**PROBLEM DESCRIPTION**
If a line of the data below contains the string "Liberty", copy it into your answer.
☆ ☆ ☆
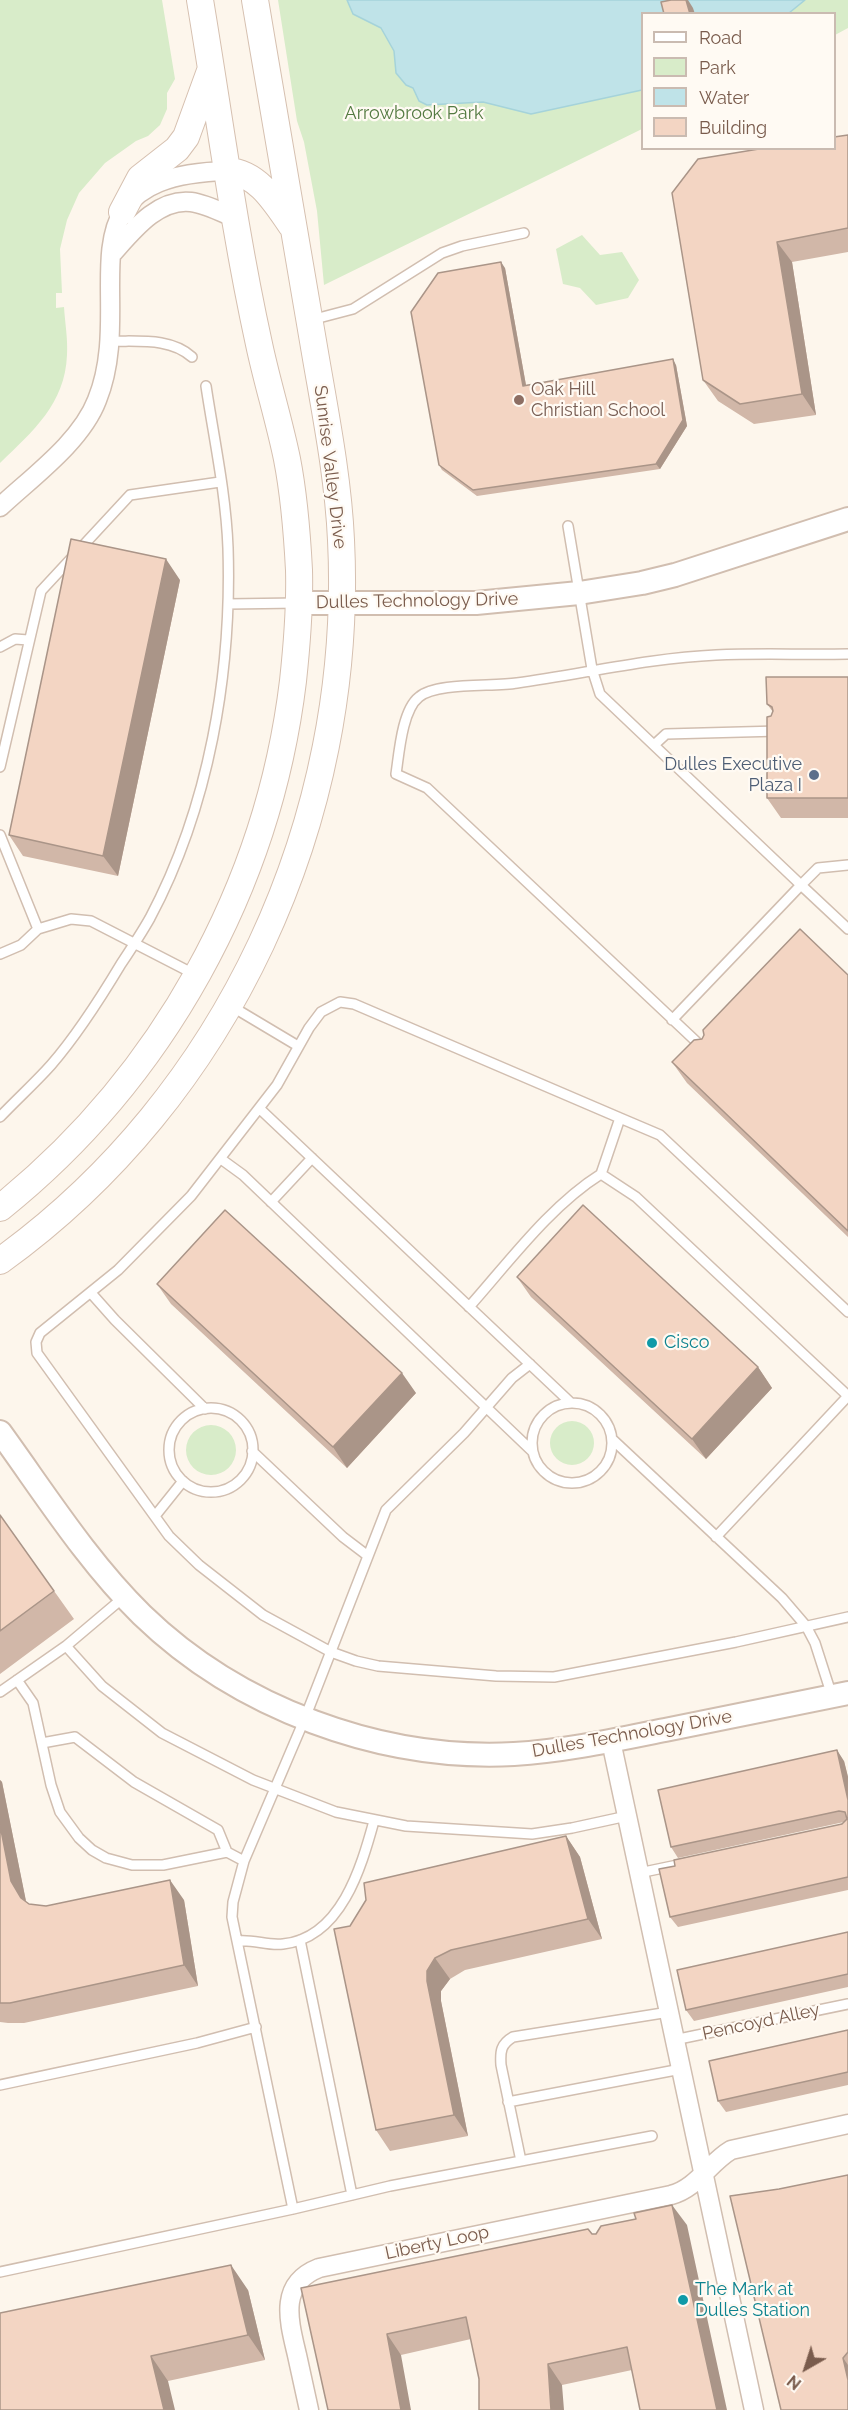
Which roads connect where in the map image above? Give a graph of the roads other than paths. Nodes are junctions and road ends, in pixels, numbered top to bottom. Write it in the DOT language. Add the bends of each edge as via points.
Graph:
graph roads {
  1 [pos="200,0"];
  2 [pos="255,0"];
  3 [pos="211,68"];
  4 [pos="228,171"];
  5 [pos="122,212"];
  6 [pos="235,218"];
  7 [pos="294,230"];
  8 [pos="524,233"];
  9 [pos="111,255"];
  10 [pos="309,320"];
  11 [pos="109,341"];
  12 [pos="192,357"];
  13 [pos="206,386"];
  14 [pos="220,482"];
  15 [pos="0,507"];
  16 [pos="848,519"];
  17 [pos="567,525"];
  18 [pos="579,593"];
  19 [pos="299,603"];
  20 [pos="341,603"];
  21 [pos="228,604"];
  22 [pos="28,640"];
  23 [pos="0,647"];
  24 [pos="848,654"];
  25 [pos="592,669"];
  26 [pos="781,731"];
  27 [pos="654,745"];
  28 [pos="0,764"];
  29 [pos="0,835"];
  30 [pos="848,865"];
  31 [pos="801,885"];
  32 [pos="38,929"];
  33 [pos="848,929"];
  34 [pos="134,943"];
  35 [pos="0,954"];
  36 [pos="197,976"];
  37 [pos="231,1006"];
  38 [pos="672,1020"];
  39 [pos="298,1046"];
  40 [pos="712,1056"];
  41 [pos="260,1109"];
  42 [pos="0,1117"];
  43 [pos="620,1118"];
  44 [pos="312,1158"];
  45 [pos="221,1159"];
  46 [pos="601,1174"];
  47 [pos="271,1203"];
  48 [pos="0,1208"];
  49 [pos="0,1261"];
  50 [pos="91,1293"];
  51 [pos="469,1306"];
  52 [pos="848,1312"];
  53 [pos="530,1364"];
  54 [pos="572,1403"];
  55 [pos="487,1408"];
  56 [pos="205,1409"];
  57 [pos="0,1432"];
  58 [pos="612,1439"];
  59 [pos="252,1451"];
  60 [pos="533,1452"];
  61 [pos="183,1482"];
  62 [pos="155,1516"];
  63 [pos="716,1537"];
  64 [pos="368,1556"];
  65 [pos="124,1597"];
  66 [pos="848,1617"];
  67 [pos="806,1626"];
  68 [pos="66,1646"];
  69 [pos="331,1652"];
  70 [pos="17,1680"];
  71 [pos="0,1692"];
  72 [pos="840,1695"];
  73 [pos="305,1718"];
  74 [pos="611,1741"];
  75 [pos="42,1743"];
  76 [pos="275,1789"];
  77 [pos="627,1816"];
  78 [pos="374,1821"];
  79 [pos="227,1852"];
  80 [pos="244,1861"];
  81 [pos="697,1861"];
  82 [pos="639,1873"];
  83 [pos="300,1940"];
  84 [pos="237,1941"];
  85 [pos="848,2004"];
  86 [pos="669,2012"];
  87 [pos="256,2027"];
  88 [pos="674,2040"];
  89 [pos="681,2069"];
  90 [pos="0,2085"];
  91 [pos="508,2102"];
  92 [pos="848,2124"];
  93 [pos="652,2136"];
  94 [pos="521,2161"];
  95 [pos="705,2180"];
  96 [pos="352,2195"];
  97 [pos="293,2209"];
  98 [pos="0,2272"];
  99 [pos="309,2410"];
  100 [pos="754,2410"];
  1 -- 3 [label="main road"];
  2 -- 7 [label="main road, Sunrise Valley Drive"];
  3 -- 4 [label="main road"];
  3 -- 5 [label="main road" via="186,137 171,155 140,178"];
  4 -- 5 [label="street" via="183,175 158,182 138,194"];
  4 -- 6 [label="main road"];
  4 -- 7 [label="main road" via="255,180"];
  5 -- 9 [label="street"];
  6 -- 9 [label="street" via="187,201 171,205 147,219"];
  6 -- 19 [label="main road" via="291,479"];
  7 -- 10 [label="main road, Sunrise Valley Drive"];
  8 -- 10 [label="lane" via="442,253 353,309"];
  9 -- 11 [label="street"];
  10 -- 20 [label="main road, Sunrise Valley Drive" via="339,510"];
  11 -- 12 [label="lane" via="170,344"];
  11 -- 15 [label="street" via="102,385 86,422"];
  13 -- 14 [label="lane"];
  14 -- 21 [label="lane" via="228,547"];
  14 -- 22 [label="lane" via="130,495 41,591"];
  16 -- 18 [label="street, Dulles Technology Drive" via="675,575"];
  17 -- 18 [label="lane"];
  18 -- 20 [label="street, Dulles Technology Drive" via="476,603"];
  18 -- 25 [label="lane"];
  19 -- 20 [label="street, Dulles Technology Drive"];
  19 -- 21 [label="lane"];
  19 -- 36 [label="main road" via="291,697 274,786 233,904"];
  20 -- 37 [label="main road, Sunrise Valley Drive" via="339,657 320,777 285,891"];
  21 -- 34 [label="lane" via="224,667 205,769 173,866"];
  22 -- 23 [label="lane" via="15,639"];
  22 -- 28 [label="lane"];
  24 -- 25 [label="lane" via="715,655"];
  25 -- 27 [label="lane" via="600,694"];
  25 -- 38 [label="lane" via="516,683 426,692 411,706 396,774 427,788"];
  26 -- 27 [label="lane" via="666,734"];
  27 -- 31 [label="lane"];
  29 -- 32 [label="lane"];
  30 -- 31 [label="lane" via="818,868"];
  31 -- 33 [label="lane"];
  31 -- 38 [label="lane"];
  32 -- 34 [label="lane" via="71,919 91,921"];
  32 -- 35 [label="lane" via="21,945"];
  34 -- 36 [label="lane"];
  34 -- 42 [label="lane" via="92,1013 51,1065"];
  36 -- 48 [label="main road" via="156,1044 112,1100 51,1164"];
  37 -- 39 [label="lane"];
  37 -- 49 [label="main road, Sunrise Valley Drive" via="139,1135 82,1194"];
  38 -- 40 [label="lane"];
  39 -- 41 [label="lane"];
  39 -- 43 [label="lane" via="321,1012 333,1004 347,1002"];
  41 -- 44 [label="lane"];
  41 -- 45 [label="lane"];
  43 -- 46 [label="lane"];
  43 -- 52 [label="lane" via="660,1135"];
  44 -- 47 [label="lane"];
  44 -- 51 [label="lane"];
  45 -- 47 [label="lane"];
  45 -- 50 [label="lane" via="158,1232"];
  46 -- 51 [label="lane" via="559,1208"];
  46 -- 63 [label="lane" via="636,1197 848,1396"];
  47 -- 55 [label="lane"];
  50 -- 56 [label="lane"];
  50 -- 62 [label="lane" via="40,1333 37,1353"];
  51 -- 53 [label="lane"];
  53 -- 54 [label="lane"];
  53 -- 55 [label="lane" via="512,1378"];
  54 -- 58 [label="lane" via="594,1410 609,1428"];
  54 -- 60 [label="lane" via="549,1410 541,1419 535,1429"];
  55 -- 60 [label="lane"];
  55 -- 64 [label="lane" via="386,1510"];
  56 -- 59 [label="lane" via="225,1410 238,1418 249,1431"];
  56 -- 61 [label="lane" via="183,1419 169,1446 170,1459"];
  57 -- 65 [label="street, Dulles Technology Drive"];
  58 -- 60 [label="lane" via="612,1453 606,1465 584,1482 558,1481 538,1464"];
  58 -- 63 [label="lane"];
  59 -- 61 [label="lane" via="249,1468 240,1481 226,1489 209,1492"];
  59 -- 64 [label="lane"];
  61 -- 62 [label="lane"];
  62 -- 69 [label="lane" via="191,1558 231,1591 263,1615"];
  63 -- 67 [label="lane" via="782,1598"];
  64 -- 69 [label="lane"];
  65 -- 68 [label="lane"];
  65 -- 73 [label="street, Dulles Technology Drive" via="162,1634 216,1673"];
  66 -- 67 [label="lane"];
  67 -- 69 [label="lane" via="554,1677 378,1666"];
  67 -- 72 [label="lane"];
  68 -- 70 [label="lane"];
  68 -- 76 [label="lane" via="102,1686 162,1733 227,1769"];
  69 -- 73 [label="lane"];
  70 -- 71 [label="lane"];
  70 -- 75 [label="lane" via="33,1703"];
  72 -- 74 [label="street, Dulles Technology Drive"];
  73 -- 74 [label="street, Dulles Technology Drive" via="374,1740 445,1752 544,1752"];
  73 -- 76 [label="lane"];
  74 -- 77 [label="street"];
  75 -- 79 [label="lane" via="75,1737 134,1782 218,1830"];
  75 -- 79 [label="lane" via="60,1812 92,1850 120,1863 148,1866"];
  76 -- 78 [label="lane" via="336,1812"];
  76 -- 80 [label="lane"];
  77 -- 78 [label="lane" via="532,1834"];
  77 -- 82 [label="street"];
  78 -- 83 [label="lane" via="364,1858 343,1901 322,1928"];
  79 -- 80 [label="lane"];
  80 -- 84 [label="lane" via="233,1902"];
  81 -- 82 [label="lane"];
  82 -- 86 [label="street"];
  83 -- 84 [label="lane" via="282,1944"];
  83 -- 96 [label="lane"];
  84 -- 87 [label="lane"];
  85 -- 88 [label="lane, Pencoyd Alley"];
  86 -- 88 [label="street"];
  86 -- 91 [label="lane" via="513,2037 500,2051"];
  87 -- 90 [label="lane"];
  87 -- 97 [label="lane"];
  88 -- 89 [label="street"];
  89 -- 91 [label="lane"];
  89 -- 95 [label="street"];
  91 -- 94 [label="lane"];
  92 -- 95 [label="street, Liberty Loop" via="731,2150"];
  93 -- 94 [label="lane"];
  94 -- 96 [label="lane"];
  95 -- 99 [label="street, Liberty Loop" via="678,2193 603,2214 305,2273 291,2295 289,2322"];
  95 -- 100 [label="street"];
  96 -- 97 [label="lane"];
  97 -- 98 [label="lane"];
}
☆ ☆ ☆
**YOUR RESPONSE**
  92 -- 95 [label="street, Liberty Loop" via="731,2150"];
  95 -- 99 [label="street, Liberty Loop" via="678,2193 603,2214 305,2273 291,2295 289,2322"];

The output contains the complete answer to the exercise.